CHM = Component-based Hypervideo Model
CHM uses the principle of nesting high level components for document hierarchical composition. While a toolbox of meaningful and useful high-level components eases the conceptualization and coding tasks, the model is extensible since further components can be created as needed from the existing lower-level ones.
The document content is abstracted from its form and delivery contexts through the adoption of a fully annotation-driven approach. The annotation structures add semantics and structure to video-based hypermedia and provide the needed infrastructure for augmenting the video with meaningful data that can be further used to construct rich views of the document.
A general overview of the model is provided in the figure above. A CHM hypervideo is formed by a set of low- and high-level components, building blocks that represent the formal information and composition units. These components are related to video flows contained within TimedMedia components. The rendering of these components allow the definition of the notion of timeline reference which is an abstract clock inferred from the video intrinsic time and used to synchronize all document components. Component data is retrieved from annotation structures, accessed through readers.
The CHM annotation concept expresses the association of any data or resource to a video -or a fragment thereof- for enrichment, explanation, structuring, linking or visualization purposes. An annotation is defined as any data associated to a logical spatio-temporal video fragment, which defines its scope -begin and end instants- in video time. For instance, an anchor/hotspot annotation addresses a fragment that covers its presentation interval; a link and its source anchor are defined by annotations associated to the same video fragment. Attributes of an annotation include its type, media reference, begin/end timecodes and content. Depending on user requirements, the proposed annotation model can be easily extended adapted to specific needs.

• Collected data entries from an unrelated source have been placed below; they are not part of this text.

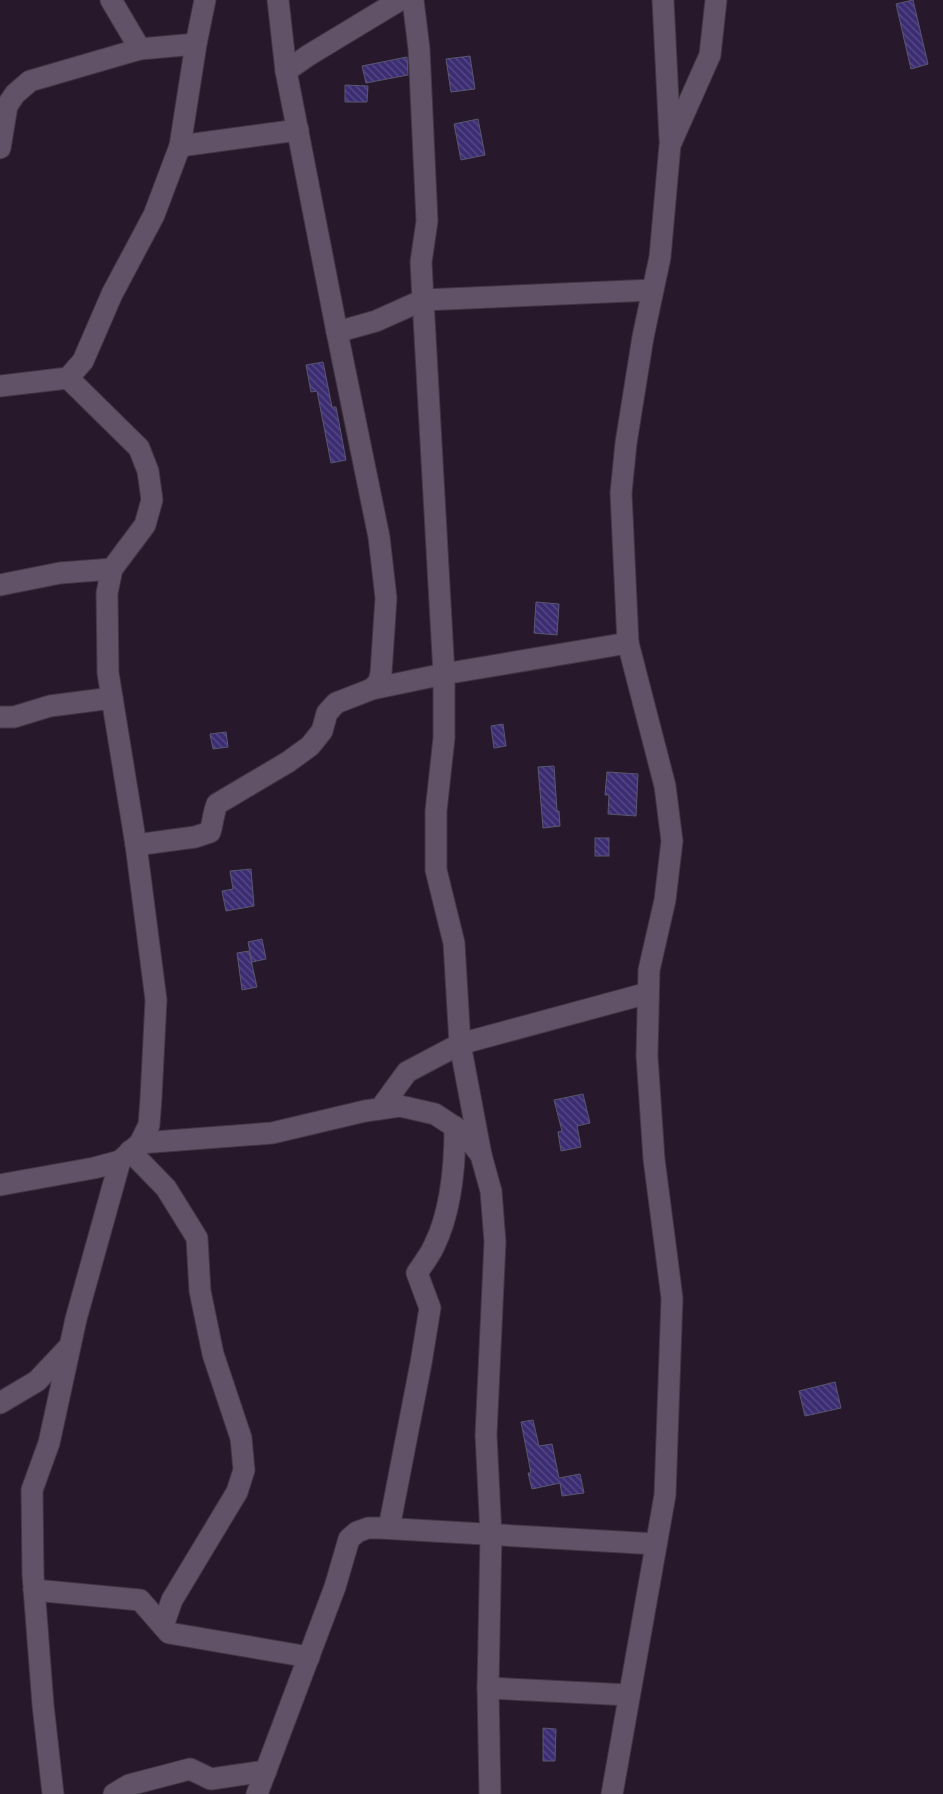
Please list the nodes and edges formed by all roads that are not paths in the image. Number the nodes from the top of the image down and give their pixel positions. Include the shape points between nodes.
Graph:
1 (110, 0) edge
2 (205, 0) edge
3 (278, 0) edge
4 (400, 0) edge
5 (413, 0) edge
6 (663, 0) edge
7 (716, 0) edge
8 (196, 44) junction
9 (140, 49) junction
10 (286, 71) junction
11 (298, 130) junction
12 (670, 145) junction
13 (180, 146) junction
14 (0, 148) edge
15 (653, 290) junction
16 (424, 300) junction
17 (337, 332) junction
18 (68, 378) junction
19 (0, 386) edge
20 (112, 569) junction
21 (0, 585) edge
22 (628, 644) junction
23 (444, 674) junction
24 (372, 689) junction
25 (112, 698) junction
26 (0, 717) edge
27 (136, 845) junction
28 (648, 993) junction
29 (460, 1044) junction
30 (380, 1109) junction
31 (455, 1127) junction
32 (130, 1152) junction
33 (481, 1155) junction
34 (0, 1185) edge
35 (70, 1346) junction
36 (0, 1403) edge
37 (389, 1528) junction
38 (491, 1535) junction
39 (656, 1544) junction
40 (34, 1590) junction
41 (163, 1626) junction
42 (309, 1657) junction
43 (488, 1688) junction
44 (629, 1695) junction
45 (266, 1771) junction
46 (53, 1794) edge
47 (114, 1794) edge
48 (257, 1794) edge
49 (490, 1794) edge
50 (612, 1794) edge

1 - 9 street
2 - 8 street
3 - 10 street
4 - 10 street
5 - 16 street via 419,48 427,221 422,262
6 - 12 street
7 - 12 street via 710,55
8 - 9 street
8 - 13 street
9 - 14 street via 30,81 7,106
10 - 11 street
11 - 13 street
11 - 17 street
12 - 15 street via 660,257
13 - 18 street via 154,215 112,294 83,360
15 - 16 street
15 - 22 street via 635,385 621,493
16 - 17 street via 376,321
16 - 23 street
17 - 24 street via 379,537 386,598 381,673 379,682
18 - 19 street
18 - 20 street via 140,448 148,471 152,500 145,525
20 - 21 street via 60,573
20 - 25 street via 107,593 108,673
22 - 23 street
22 - 28 street via 665,786 672,841 665,900 649,970
23 - 24 street
23 - 29 street via 444,738 436,811 436,870 454,942
24 - 27 street via 336,703 327,713 322,731 310,746 217,804 210,832
25 - 26 street
25 - 27 street
27 - 32 street via 156,1000 149,1125
28 - 29 street
28 - 39 street via 647,1056 654,1159 672,1298 665,1495
29 - 30 street via 406,1072
29 - 33 street
30 - 31 street via 400,1106 435,1114
30 - 32 street via 272,1133
31 - 33 street via 464,1133
31 - 37 street via 455,1161 444,1220 434,1246 417,1272 430,1308
32 - 34 street via 94,1168
32 - 35 street
32 - 41 street via 166,1188 197,1238 200,1292 213,1354 241,1438 244,1470 237,1492 172,1600
33 - 38 street via 490,1191 495,1242 486,1435
35 - 36 street via 37,1381
35 - 40 street via 49,1443 32,1490
37 - 38 street
37 - 42 street via 368,1528 349,1539
38 - 39 street
38 - 43 street
39 - 44 street
40 - 41 street via 140,1600
40 - 46 street
41 - 42 street via 169,1633
42 - 45 street
43 - 44 street
43 - 49 street
44 - 50 street
45 - 47 street via 211,1779 190,1769 130,1785
45 - 48 street

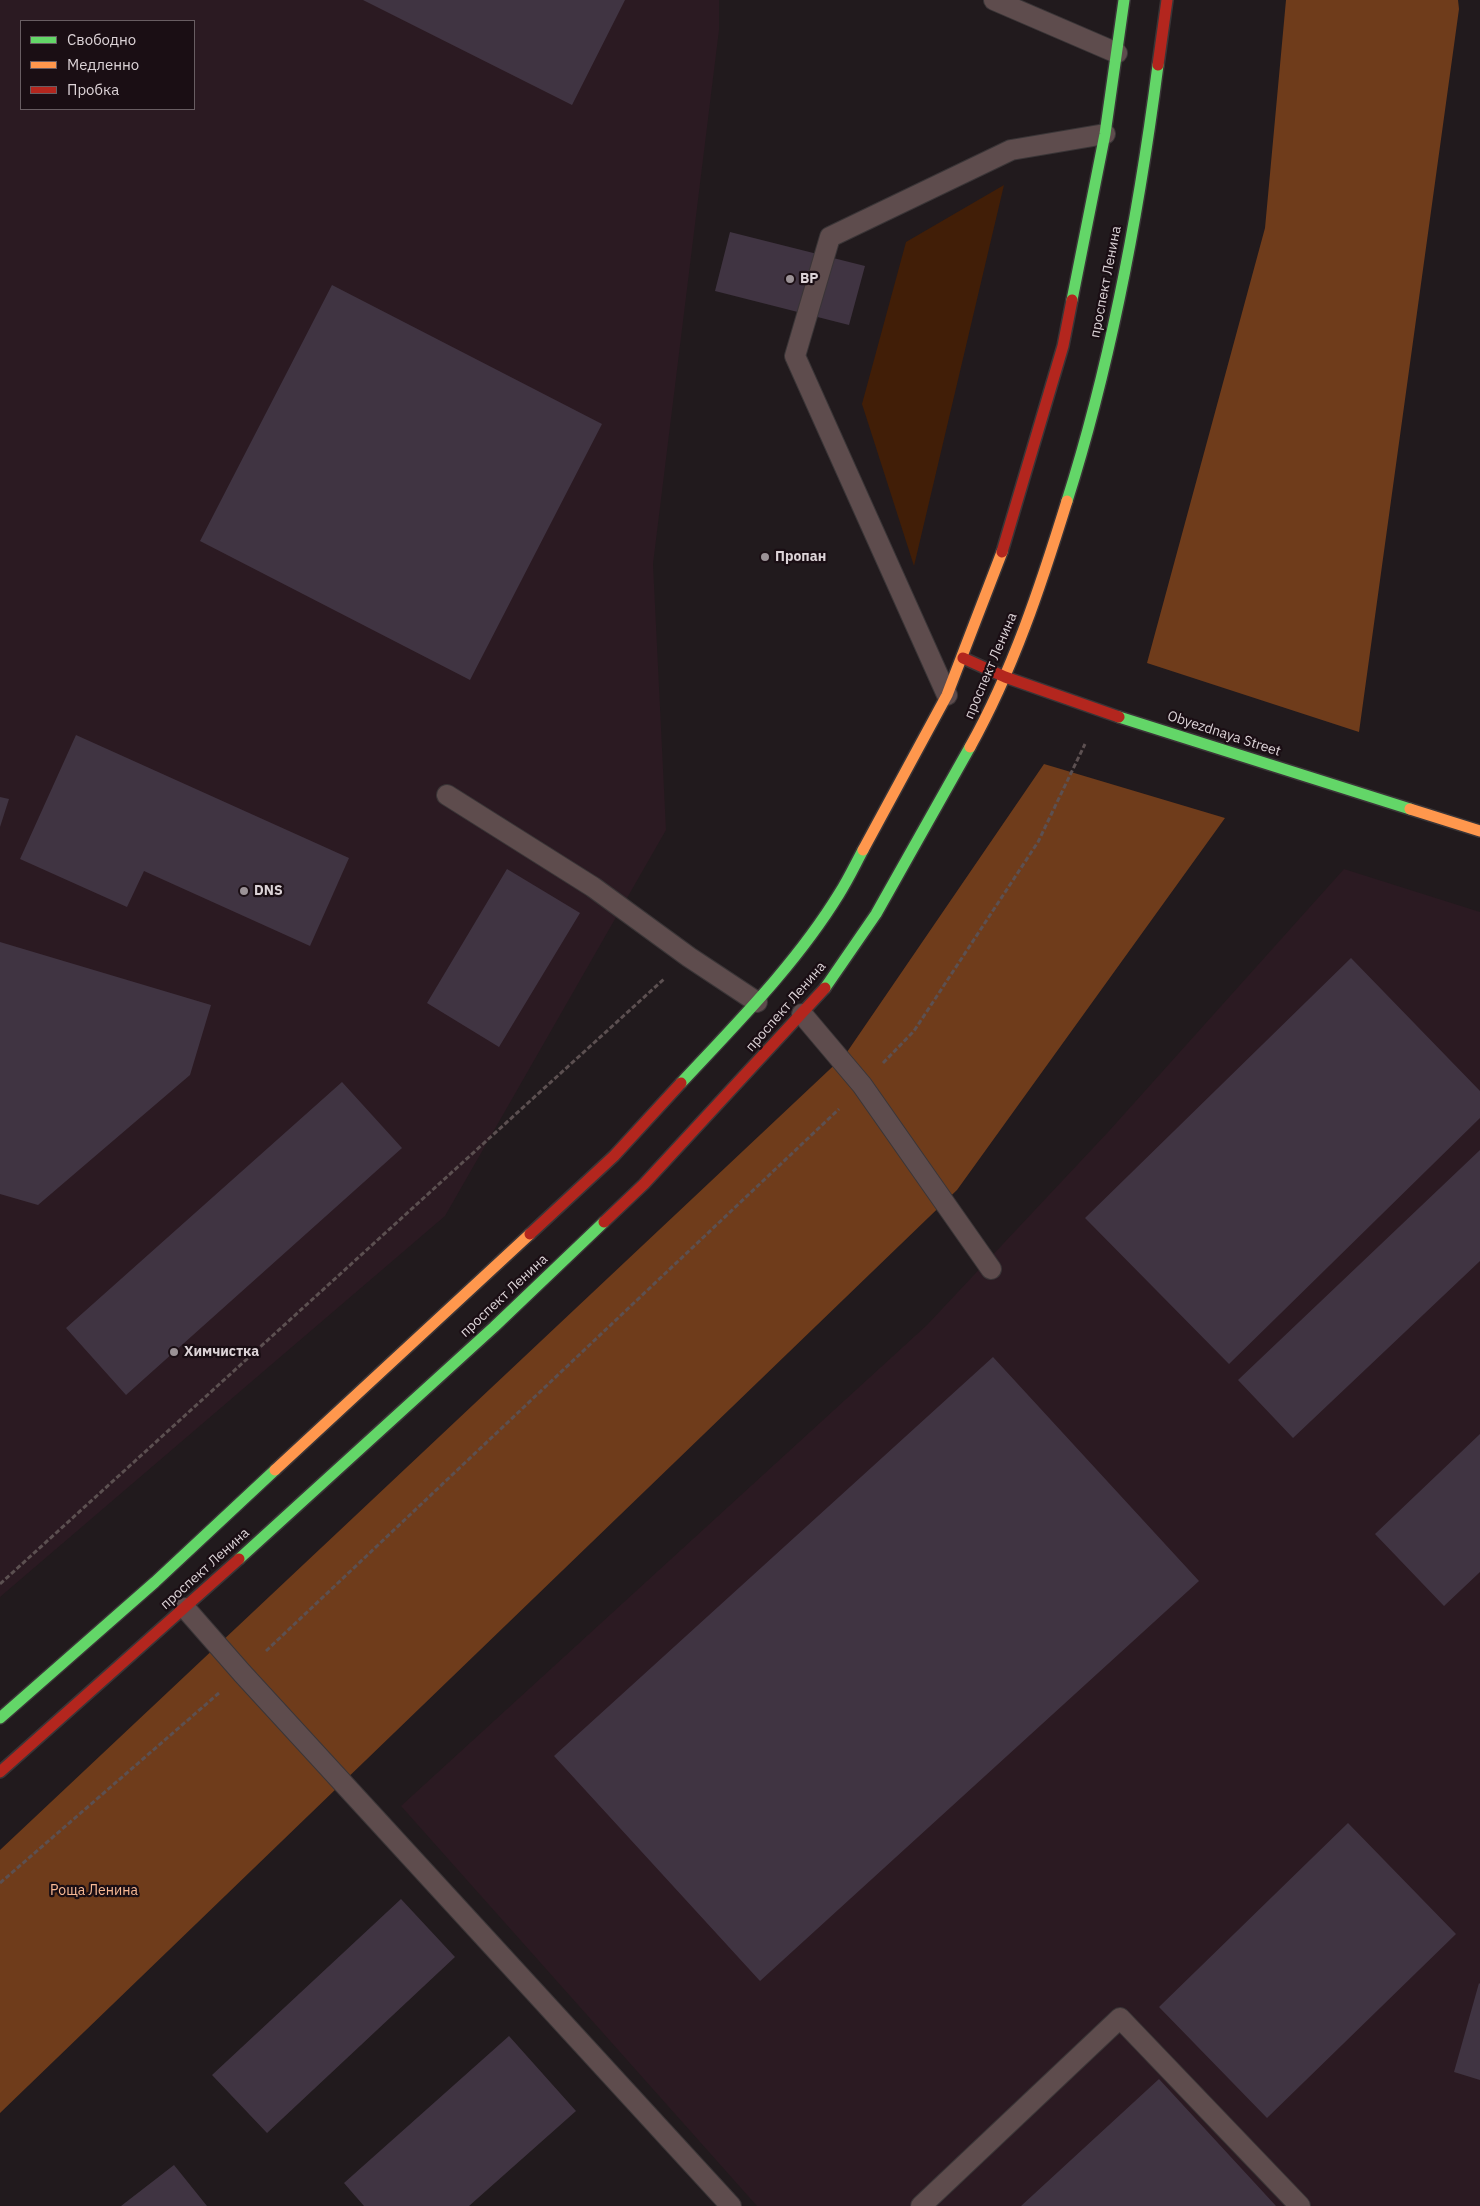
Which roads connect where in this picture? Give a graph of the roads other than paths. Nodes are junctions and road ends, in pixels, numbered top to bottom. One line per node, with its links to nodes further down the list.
1 (994, 0): 4 (lane)
2 (1124, 0): 4 (main road, проспект Ленина)
3 (1168, 0): 7 (main road, проспект Ленина)
4 (1117, 53): 6 (main road, проспект Ленина)
5 (1138, 121): 7 (main road)
6 (1112, 127): 8 (main road, проспект Ленина); 10 (lane)
7 (1148, 143): 9 (main road, проспект Ленина)
8 (963, 658): 9 (main road, Obyezdnaya Street); 10 (main road, проспект Ленина)
9 (1005, 677): 12 (main road, Obyezdnaya Street); 14 (main road, проспект Ленина)
10 (947, 695): 13 (main road, проспект Ленина)
11 (447, 795): 13 (lane)
12 (1480, 831)
13 (757, 1002): 17 (main road, проспект Ленина)
14 (802, 1014): 15 (lane); 16 (main road, проспект Ленина)
15 (991, 1269)
16 (185, 1608): 18 (main road, проспект Ленина); 19 (lane)
17 (0, 1718)
18 (0, 1772)
19 (731, 2206)
20 (921, 2206): 21 (lane)
21 (1300, 2206)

In the present work, we are not interested in video editing and feature extraction, neither by proposing annotation tools, which already exist. The annotation data content may be written by hand or generated by third party software such as Advene.
The figure presents the main elements and components involved in the hypervideo model. A hypervideo consists in a set of rendering components, expressed by the Component element, which is associated with a list of composition, placement, synchronization and behavioral attributes supplied by the author or retrieved from the annotation structure.
A hypervideo references at least one main audiovisual document accessed through the TimedMedia element, a "paramount" component that addresses at least a temporalized stream, audio or video. A TimedMedia component has an intrinsic duration which conveys a timing capability to the document, expressed by a virtual reference called TimeLine Reference (TLR) that synchronizes the presentation objects related to the TimedMedia element. Many TimedMedia components (therefore, many TLRs) may be present within the document, defining different hypervideo sub-documents.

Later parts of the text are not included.